Contents
Master of Masters
1. Koran
Di halaman depan koran-koran terpampang berita tentang Alexis. Salah satu orang yang berkemampuan lebih dan ia yang terkuat. Master yang tertinggi levelnya. Ia adalah master para masters.
"Koran-koran ... koran-koran ... koran!" Tukang koran naik sepeda onthel menjual koran-koran itu pagi-pagi.
Dipagi hari, di dalam rumah kaleng. Di dalam rumah kecil, sempit, beratap rendah, yang terbuat dari kaleng-kaleng bekas, kardus-kardus, dan aneka barang bekas lainnya hiduplah seorang master juga yang levelnya rendah. Sadam Pamungkas sedang tidur di kasur lantai. Sebenarnya ia sudah bangun, tetapi ia enggan bangun, alias malas. Pemalas membuat levelnya rendah karena ia jarang berolahraga apalagi berlatih.
"Koran ... koran ... koran!" teriak tukang koran tanpa henti.

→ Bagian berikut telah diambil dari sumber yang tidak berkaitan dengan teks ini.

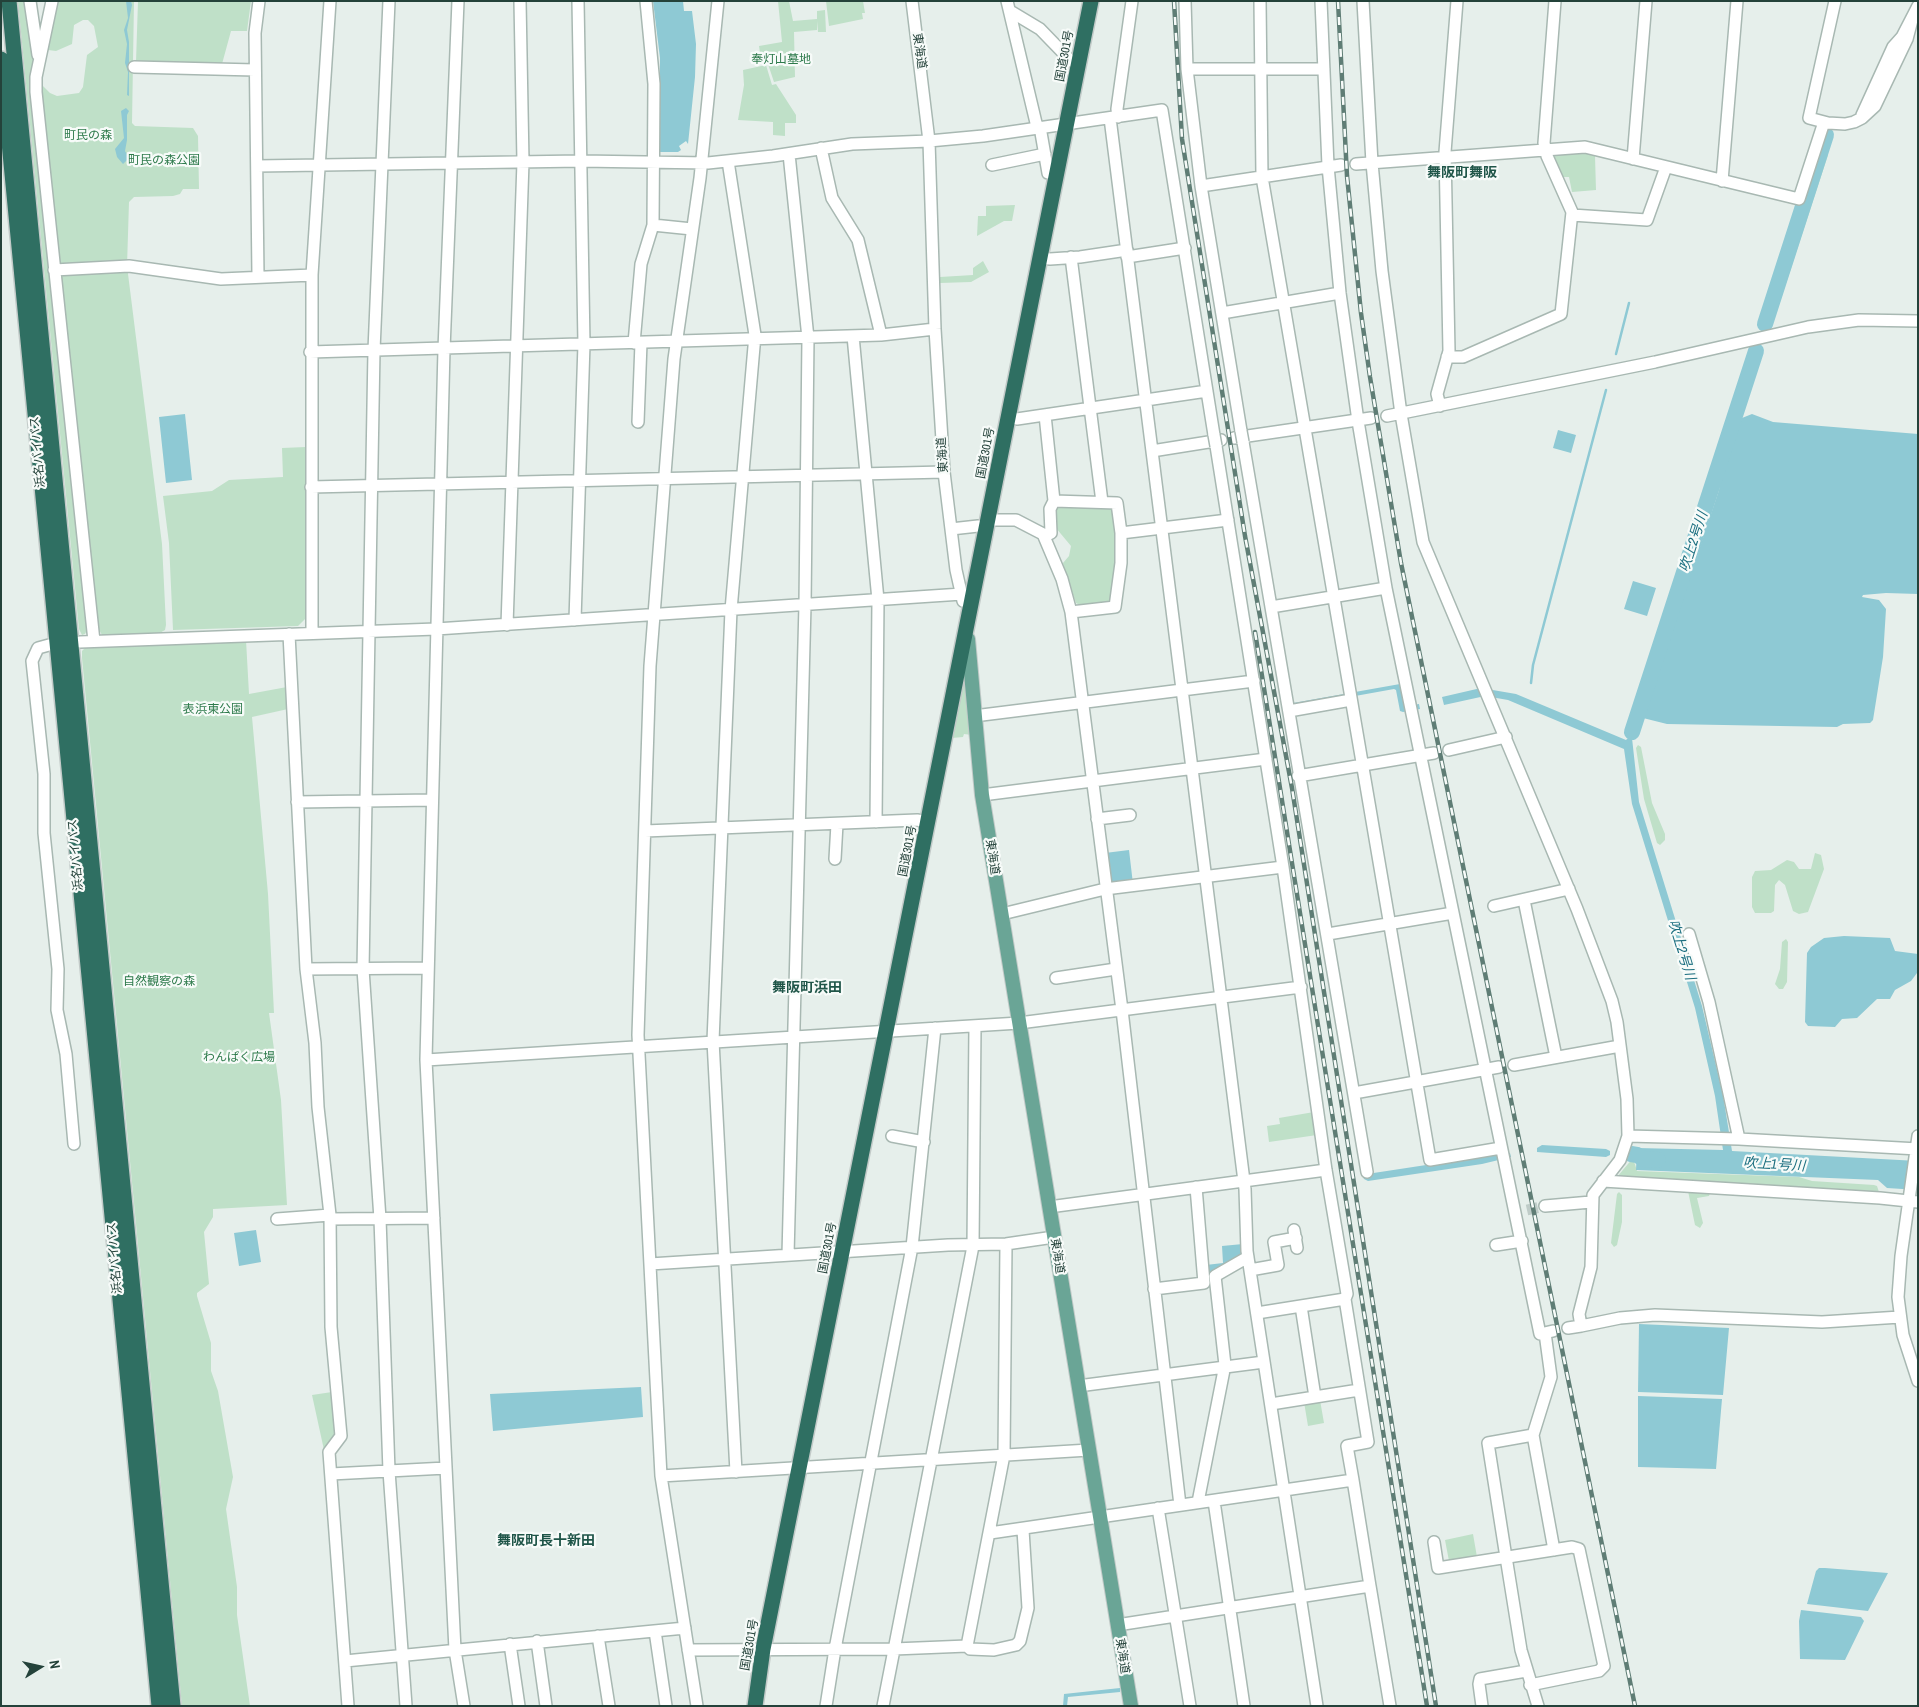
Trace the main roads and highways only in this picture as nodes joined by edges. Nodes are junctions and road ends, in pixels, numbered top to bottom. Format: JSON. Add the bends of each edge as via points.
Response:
{"nodes":[{"id":1,"x":9,"y":1,"type":"edge"},
{"id":2,"x":1091,"y":1,"type":"edge"},
{"id":3,"x":1,"y":59,"type":"edge"},
{"id":4,"x":967,"y":621,"type":"junction"},
{"id":5,"x":159,"y":1706,"type":"edge"},
{"id":6,"x":173,"y":1706,"type":"edge"},
{"id":7,"x":755,"y":1706,"type":"edge"},
{"id":8,"x":1130,"y":1706,"type":"edge"}],
"edges":[{"from":1,"to":6,"type":"highway","name":"浜名バイパス"},
{"from":2,"to":4,"type":"highway","name":"国道301号","via":[[1009,417],[967,596]]},
{"from":3,"to":5,"type":"highway","name":"浜名バイパス"},
{"from":4,"to":7,"type":"highway","name":"国道301号","via":[[763,1649]]},
{"from":4,"to":8,"type":"main road","name":"東海道","via":[[982,795]]}]}
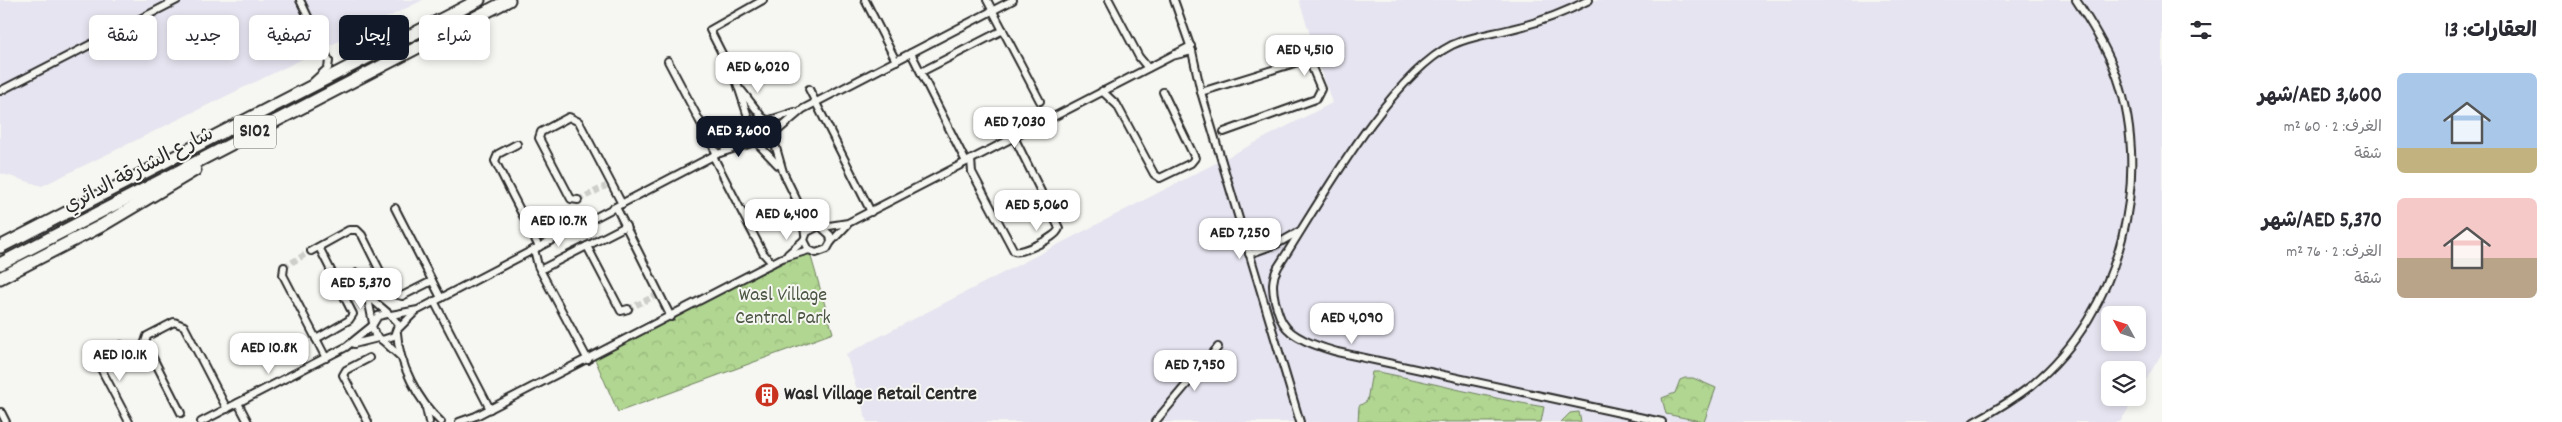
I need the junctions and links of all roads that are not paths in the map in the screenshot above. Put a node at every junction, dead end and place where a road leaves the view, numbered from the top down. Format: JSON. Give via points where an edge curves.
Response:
{"nodes":[{"id":1,"x":177,"y":0,"type":"edge"},
{"id":2,"x":300,"y":0,"type":"edge"},
{"id":3,"x":478,"y":0,"type":"edge"},
{"id":4,"x":509,"y":0,"type":"edge"},
{"id":5,"x":763,"y":0,"type":"edge"},
{"id":6,"x":865,"y":0,"type":"edge"},
{"id":7,"x":987,"y":0,"type":"edge"},
{"id":8,"x":1013,"y":0,"type":"edge"},
{"id":9,"x":1109,"y":0,"type":"edge"},
{"id":10,"x":1174,"y":0,"type":"edge"},
{"id":11,"x":1589,"y":0,"type":"edge"},
{"id":12,"x":2076,"y":0,"type":"edge"},
{"id":13,"x":993,"y":11,"type":"junction"},
{"id":14,"x":1003,"y":30,"type":"junction"},
{"id":15,"x":1191,"y":48,"type":"junction"},
{"id":16,"x":911,"y":53,"type":"junction"},
{"id":17,"x":668,"y":61,"type":"dead end"},
{"id":18,"x":896,"y":61,"type":"junction"},
{"id":19,"x":1148,"y":68,"type":"junction"},
{"id":20,"x":920,"y":72,"type":"junction"},
{"id":21,"x":737,"y":83,"type":"junction"},
{"id":22,"x":310,"y":87,"type":"junction"},
{"id":23,"x":809,"y":89,"type":"dead end"},
{"id":24,"x":0,"y":91,"type":"edge"},
{"id":25,"x":1102,"y":91,"type":"junction"},
{"id":26,"x":1163,"y":92,"type":"dead end"},
{"id":27,"x":1201,"y":92,"type":"junction"},
{"id":28,"x":1040,"y":101,"type":"dead end"},
{"id":29,"x":816,"y":103,"type":"junction"},
{"id":30,"x":803,"y":110,"type":"junction"},
{"id":31,"x":762,"y":117,"type":"junction"},
{"id":32,"x":770,"y":120,"type":"junction"},
{"id":33,"x":750,"y":123,"type":"junction"},
{"id":34,"x":748,"y":131,"type":"junction"},
{"id":35,"x":1224,"y":132,"type":"dead end"},
{"id":36,"x":774,"y":135,"type":"junction"},
{"id":37,"x":247,"y":136,"type":"junction"},
{"id":38,"x":1014,"y":137,"type":"junction"},
{"id":39,"x":756,"y":143,"type":"junction"},
{"id":40,"x":517,"y":144,"type":"dead end"},
{"id":41,"x":715,"y":155,"type":"junction"},
{"id":42,"x":969,"y":161,"type":"junction"},
{"id":43,"x":783,"y":172,"type":"junction"},
{"id":44,"x":578,"y":200,"type":"dead end"},
{"id":45,"x":619,"y":205,"type":"junction"},
{"id":46,"x":395,"y":208,"type":"dead end"},
{"id":47,"x":801,"y":209,"type":"junction"},
{"id":48,"x":871,"y":212,"type":"junction"},
{"id":49,"x":848,"y":223,"type":"junction"},
{"id":50,"x":626,"y":226,"type":"junction"},
{"id":51,"x":821,"y":227,"type":"junction"},
{"id":52,"x":1303,"y":228,"type":"junction"},
{"id":53,"x":805,"y":238,"type":"junction"},
{"id":54,"x":831,"y":242,"type":"junction"},
{"id":55,"x":587,"y":246,"type":"junction"},
{"id":56,"x":0,"y":247,"type":"edge"},
{"id":57,"x":319,"y":247,"type":"junction"},
{"id":58,"x":537,"y":248,"type":"junction"},
{"id":59,"x":809,"y":250,"type":"junction"},
{"id":60,"x":311,"y":251,"type":"tunnel mouth"},
{"id":61,"x":1249,"y":254,"type":"junction"},
{"id":62,"x":782,"y":258,"type":"junction"},
{"id":63,"x":772,"y":263,"type":"junction"},
{"id":64,"x":0,"y":264,"type":"edge"},
{"id":65,"x":284,"y":267,"type":"dead end"},
{"id":66,"x":540,"y":270,"type":"junction"},
{"id":67,"x":357,"y":273,"type":"dead end"},
{"id":68,"x":0,"y":278,"type":"edge"},
{"id":69,"x":432,"y":281,"type":"junction"},
{"id":70,"x":368,"y":294,"type":"junction"},
{"id":71,"x":438,"y":299,"type":"junction"},
{"id":72,"x":418,"y":310,"type":"junction"},
{"id":73,"x":628,"y":310,"type":"dead end"},
{"id":74,"x":389,"y":314,"type":"junction"},
{"id":75,"x":672,"y":316,"type":"junction"},
{"id":76,"x":372,"y":324,"type":"junction"},
{"id":77,"x":398,"y":331,"type":"junction"},
{"id":78,"x":316,"y":339,"type":"junction"},
{"id":79,"x":380,"y":339,"type":"junction"},
{"id":80,"x":121,"y":345,"type":"dead end"},
{"id":81,"x":346,"y":347,"type":"junction"},
{"id":82,"x":1218,"y":348,"type":"dead end"},
{"id":83,"x":401,"y":357,"type":"junction"},
{"id":84,"x":326,"y":358,"type":"junction"},
{"id":85,"x":369,"y":358,"type":"dead end"},
{"id":86,"x":588,"y":360,"type":"junction"},
{"id":87,"x":238,"y":403,"type":"junction"},
{"id":88,"x":426,"y":406,"type":"junction"},
{"id":89,"x":227,"y":408,"type":"junction"},
{"id":90,"x":490,"y":409,"type":"junction"},
{"id":91,"x":1,"y":412,"type":"edge"},
{"id":92,"x":181,"y":413,"type":"dead end"},
{"id":93,"x":476,"y":416,"type":"junction"},
{"id":94,"x":6,"y":422,"type":"edge"},
{"id":95,"x":129,"y":422,"type":"edge"},
{"id":96,"x":201,"y":422,"type":"edge"},
{"id":97,"x":248,"y":422,"type":"edge"},
{"id":98,"x":368,"y":422,"type":"edge"},
{"id":99,"x":429,"y":422,"type":"edge"},
{"id":100,"x":441,"y":422,"type":"edge"},
{"id":101,"x":459,"y":422,"type":"edge"},
{"id":102,"x":470,"y":422,"type":"edge"},
{"id":103,"x":1155,"y":422,"type":"edge"},
{"id":104,"x":1300,"y":422,"type":"edge"},
{"id":105,"x":1662,"y":422,"type":"edge"},
{"id":106,"x":1974,"y":422,"type":"edge"}],
"edges":[{"from":1,"to":24,"type":"street"},
{"from":2,"to":22,"type":"street","via":[[330,61],[328,68]]},
{"from":3,"to":22,"type":"highway","name":"شارع الشارقة الدائري","number":"S102"},
{"from":4,"to":37,"type":"highway","name":"شارع الشارقة الدائري","number":"S102"},
{"from":5,"to":21,"type":"street","via":[[710,30]]},
{"from":6,"to":18,"type":"street"},
{"from":7,"to":13,"type":"street"},
{"from":8,"to":13,"type":"street"},
{"from":9,"to":19,"type":"street","via":[[1139,58]]},
{"from":10,"to":15,"type":"street"},
{"from":11,"to":52,"type":"street","via":[[1536,22],[1465,39],[1430,59],[1370,126]]},
{"from":12,"to":106,"type":"street","via":[[2095,28],[2113,68],[2125,110],[2130,153],[2125,227],[2108,280],[2082,329],[2033,384]]},
{"from":13,"to":14,"type":"street"},
{"from":13,"to":16,"type":"street"},
{"from":14,"to":20,"type":"street"},
{"from":14,"to":28,"type":"street"},
{"from":15,"to":19,"type":"street"},
{"from":15,"to":27,"type":"street"},
{"from":16,"to":18,"type":"street"},
{"from":16,"to":20,"type":"street"},
{"from":17,"to":41,"type":"street"},
{"from":18,"to":29,"type":"street"},
{"from":19,"to":25,"type":"street"},
{"from":20,"to":42,"type":"street"},
{"from":21,"to":31,"type":"street"},
{"from":21,"to":33,"type":"street"},
{"from":22,"to":56,"type":"highway","name":"شارع الشارقة الدائري","number":"S102"},
{"from":23,"to":29,"type":"street"},
{"from":25,"to":26,"type":"street","via":[[1118,105],[1155,176],[1160,178],[1195,158]]},
{"from":25,"to":38,"type":"street"},
{"from":27,"to":35,"type":"street","via":[[1301,61],[1307,60],[1311,65],[1321,89],[1316,100]]},
{"from":27,"to":61,"type":"street"},
{"from":29,"to":30,"type":"street"},
{"from":29,"to":48,"type":"street"},
{"from":30,"to":32,"type":"street"},
{"from":30,"to":36,"type":"street"},
{"from":31,"to":32,"type":"street"},
{"from":31,"to":33,"type":"street"},
{"from":32,"to":36,"type":"street"},
{"from":33,"to":34,"type":"street"},
{"from":34,"to":39,"type":"street"},
{"from":34,"to":41,"type":"street"},
{"from":36,"to":39,"type":"street","via":[[767,143]]},
{"from":36,"to":43,"type":"street"},
{"from":37,"to":64,"type":"highway","name":"شارع الشارقة الدائري","number":"S102"},
{"from":37,"to":68,"type":"highway","via":[[158,193]]},
{"from":38,"to":42,"type":"street"},
{"from":38,"to":42,"type":"street","via":[[1059,228],[1055,235],[1022,252],[1014,251]]},
{"from":39,"to":41,"type":"street"},
{"from":39,"to":43,"type":"street"},
{"from":40,"to":58,"type":"street","via":[[498,154],[495,161]]},
{"from":41,"to":45,"type":"street"},
{"from":41,"to":63,"type":"street","via":[[763,253]]},
{"from":42,"to":48,"type":"street"},
{"from":43,"to":47,"type":"street"},
{"from":44,"to":45,"type":"street","via":[[571,199],[540,135],[573,118],[579,122],[594,150]]},
{"from":45,"to":50,"type":"street"},
{"from":45,"to":58,"type":"street"},
{"from":46,"to":69,"type":"street"},
{"from":47,"to":51,"type":"street"},
{"from":47,"to":53,"type":"street"},
{"from":48,"to":49,"type":"street"},
{"from":49,"to":51,"type":"street"},
{"from":49,"to":54,"type":"street"},
{"from":50,"to":55,"type":"street"},
{"from":50,"to":75,"type":"street"},
{"from":51,"to":53,"type":"street","via":[[810,228]]},
{"from":51,"to":54,"type":"street","via":[[830,235]]},
{"from":52,"to":61,"type":"street","via":[[1278,244]]},
{"from":52,"to":105,"type":"street","via":[[1278,267],[1272,287],[1282,322],[1303,338],[1350,356]]},
{"from":53,"to":59,"type":"street"},
{"from":53,"to":62,"type":"street"},
{"from":54,"to":59,"type":"street","via":[[824,251],[816,253]]},
{"from":55,"to":66,"type":"street"},
{"from":55,"to":73,"type":"street","via":[[621,311]]},
{"from":57,"to":60,"type":"street"},
{"from":57,"to":69,"type":"street","via":[[353,229],[360,232],[388,290],[394,295],[402,296]]},
{"from":57,"to":78,"type":"street","via":[[353,314],[349,320]]},
{"from":58,"to":66,"type":"street"},
{"from":58,"to":71,"type":"street"},
{"from":59,"to":62,"type":"street"},
{"from":61,"to":104,"type":"street"},
{"from":62,"to":63,"type":"street"},
{"from":63,"to":75,"type":"street"},
{"from":65,"to":78,"type":"street","via":[[283,275]]},
{"from":66,"to":86,"type":"street"},
{"from":67,"to":70,"type":"street"},
{"from":69,"to":71,"type":"street"},
{"from":70,"to":74,"type":"street"},
{"from":70,"to":76,"type":"street"},
{"from":71,"to":72,"type":"street"},
{"from":71,"to":90,"type":"street"},
{"from":72,"to":74,"type":"street"},
{"from":72,"to":77,"type":"street"},
{"from":74,"to":76,"type":"street","via":[[378,316]]},
{"from":74,"to":77,"type":"street","via":[[397,321]]},
{"from":75,"to":86,"type":"street"},
{"from":76,"to":79,"type":"street"},
{"from":76,"to":81,"type":"street"},
{"from":77,"to":79,"type":"street","via":[[390,339]]},
{"from":77,"to":83,"type":"street"},
{"from":78,"to":84,"type":"street"},
{"from":79,"to":81,"type":"street"},
{"from":79,"to":83,"type":"street"},
{"from":80,"to":95,"type":"street","via":[[101,356],[98,362]]},
{"from":81,"to":84,"type":"street"},
{"from":82,"to":103,"type":"street"},
{"from":83,"to":88,"type":"street"},
{"from":84,"to":87,"type":"street"},
{"from":85,"to":98,"type":"street","via":[[346,370],[344,375]]},
{"from":86,"to":90,"type":"street"},
{"from":87,"to":89,"type":"street"},
{"from":87,"to":97,"type":"street"},
{"from":88,"to":99,"type":"street"},
{"from":88,"to":100,"type":"street"},
{"from":89,"to":92,"type":"street","via":[[184,326],[174,322],[147,336],[145,342]]},
{"from":89,"to":96,"type":"street"},
{"from":90,"to":93,"type":"street"},
{"from":91,"to":94,"type":"street"},
{"from":93,"to":101,"type":"street"},
{"from":93,"to":102,"type":"street"}]}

Sadam Pamungkas mendengar teriakan suara tukang koran langganannya itu. Seketika ia bangkit dan mengambil uang, siap-siap jika tukang koran itu menghapiri rumahnya yang artistik itu. Ia sudah berpesan kepada tukang koran itu untuk selalu mendatangi rumahnya, jangan sampai terlewat.
Tukang koran sudah dekat dengan rumah Sadam Pamungkas. Ia segera mengayuh onthelnya mendekati rumah kaleng itu. Sampai di depan rumah kaleng tukang koran itu turun dari onthelnya. Ia menggedor pintu rumah kaleng, karena ia tahu, Sadam Pamungkas biasanya masih tidur.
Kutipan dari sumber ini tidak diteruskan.